Segment Start: Provided data

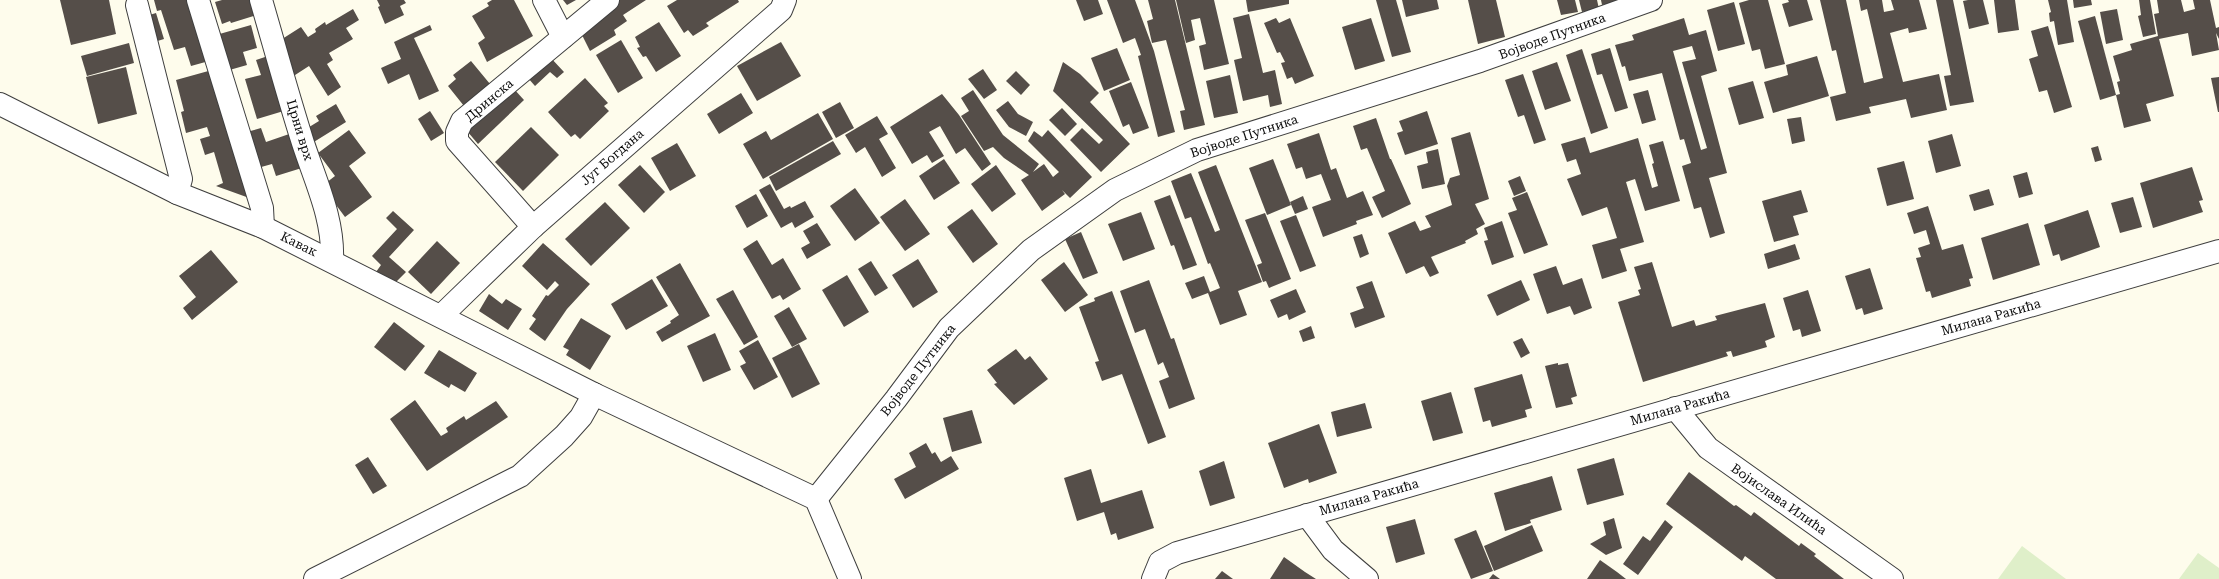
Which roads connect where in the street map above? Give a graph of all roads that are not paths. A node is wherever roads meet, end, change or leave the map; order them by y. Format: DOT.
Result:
graph roads {
  1 [pos="198,0"];
  2 [pos="261,0"];
  3 [pos="544,0"];
  4 [pos="608,0"];
  5 [pos="785,0"];
  6 [pos="1651,0"];
  7 [pos="137,6"];
  8 [pos="563,37"];
  9 [pos="0,104"];
  10 [pos="176,193"];
  11 [pos="263,227"];
  12 [pos="533,227"];
  13 [pos="2219,251"];
  14 [pos="332,261"];
  15 [pos="441,316"];
  16 [pos="594,394"];
  17 [pos="1675,408"];
  18 [pos="816,499"];
  19 [pos="1307,515"];
  20 [pos="315,579"];
  21 [pos="850,579"];
  22 [pos="1153,579"];
  23 [pos="1367,579"];
  24 [pos="1892,579"];
  1 -- 11 [label="street"];
  2 -- 14 [label="street, Црни врх"];
  3 -- 8 [label="street"];
  4 -- 8 [label="street, Дринска"];
  5 -- 12 [label="street, Југ Богдана"];
  6 -- 18 [label="street, Војводе Путника"];
  7 -- 10 [label="street"];
  8 -- 12 [label="street, Дринска"];
  9 -- 10 [label="street, Кавак"];
  10 -- 11 [label="street, Кавак"];
  11 -- 14 [label="street, Кавак"];
  12 -- 15 [label="street, Југ Богдана"];
  13 -- 17 [label="street, Милана Ракића"];
  14 -- 15 [label="street, Кавак"];
  15 -- 16 [label="street, Кавак"];
  16 -- 18 [label="street, Кавак"];
  16 -- 20 [label="street"];
  17 -- 19 [label="street, Милана Ракића"];
  17 -- 24 [label="street, Војислава Илића"];
  18 -- 21 [label="street"];
  19 -- 22 [label="street, Милана Ракића"];
  19 -- 23 [label="street"];
}
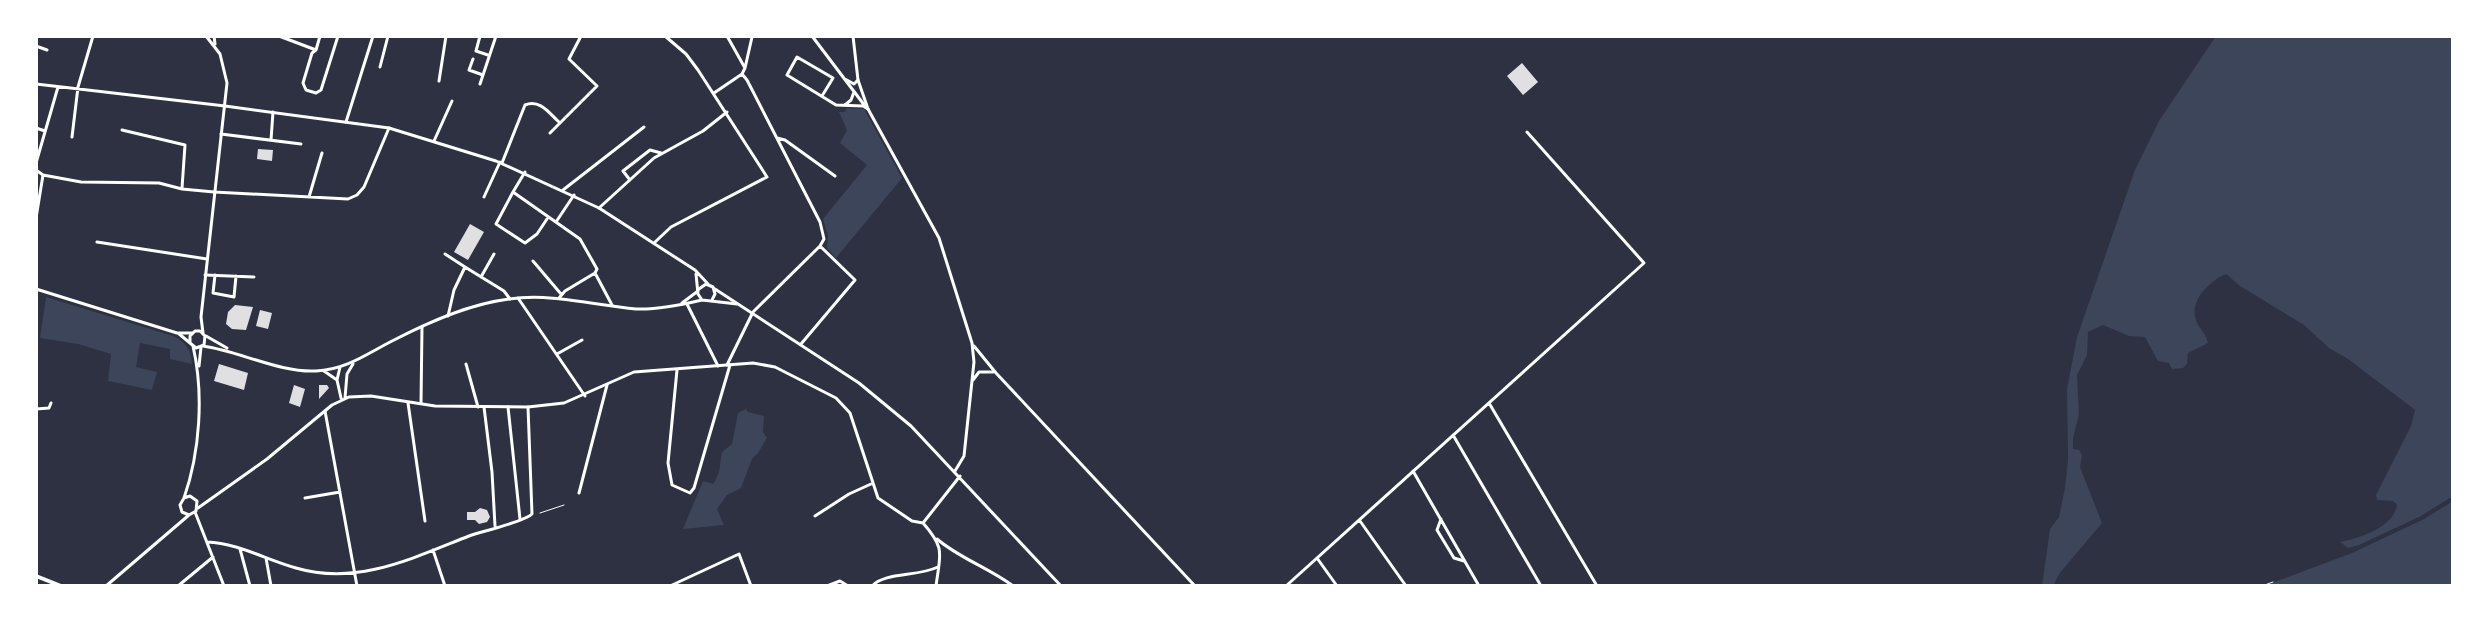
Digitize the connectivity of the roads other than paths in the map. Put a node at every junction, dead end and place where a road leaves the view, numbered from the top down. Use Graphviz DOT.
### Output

Segment End: Provided data

*What this task involves*
What is needed is an exact copy of the data, without any pictures.

*Output for this task*
Which roads connect where in the street map above? Give a graph of all roads that are not paths. A node is wherever roads meet, end, change or leave the map; order them by y. Format: DOT.
Result:
graph roads {
  1 [pos="198,0"];
  2 [pos="261,0"];
  3 [pos="544,0"];
  4 [pos="608,0"];
  5 [pos="785,0"];
  6 [pos="1651,0"];
  7 [pos="137,6"];
  8 [pos="563,37"];
  9 [pos="0,104"];
  10 [pos="176,193"];
  11 [pos="263,227"];
  12 [pos="533,227"];
  13 [pos="2219,251"];
  14 [pos="332,261"];
  15 [pos="441,316"];
  16 [pos="594,394"];
  17 [pos="1675,408"];
  18 [pos="816,499"];
  19 [pos="1307,515"];
  20 [pos="315,579"];
  21 [pos="850,579"];
  22 [pos="1153,579"];
  23 [pos="1367,579"];
  24 [pos="1892,579"];
  1 -- 11 [label="street"];
  2 -- 14 [label="street, Црни врх"];
  3 -- 8 [label="street"];
  4 -- 8 [label="street, Дринска"];
  5 -- 12 [label="street, Југ Богдана"];
  6 -- 18 [label="street, Војводе Путника"];
  7 -- 10 [label="street"];
  8 -- 12 [label="street, Дринска"];
  9 -- 10 [label="street, Кавак"];
  10 -- 11 [label="street, Кавак"];
  11 -- 14 [label="street, Кавак"];
  12 -- 15 [label="street, Југ Богдана"];
  13 -- 17 [label="street, Милана Ракића"];
  14 -- 15 [label="street, Кавак"];
  15 -- 16 [label="street, Кавак"];
  16 -- 18 [label="street, Кавак"];
  16 -- 20 [label="street"];
  17 -- 19 [label="street, Милана Ракића"];
  17 -- 24 [label="street, Војислава Илића"];
  18 -- 21 [label="street"];
  19 -- 22 [label="street, Милана Ракића"];
  19 -- 23 [label="street"];
}
Digitize the connectivity of the roads other than paths in the map. Put a node at every junction, dead end and place where a road leaves the view, numbered from the top down. Use Graphviz DOT.
### Output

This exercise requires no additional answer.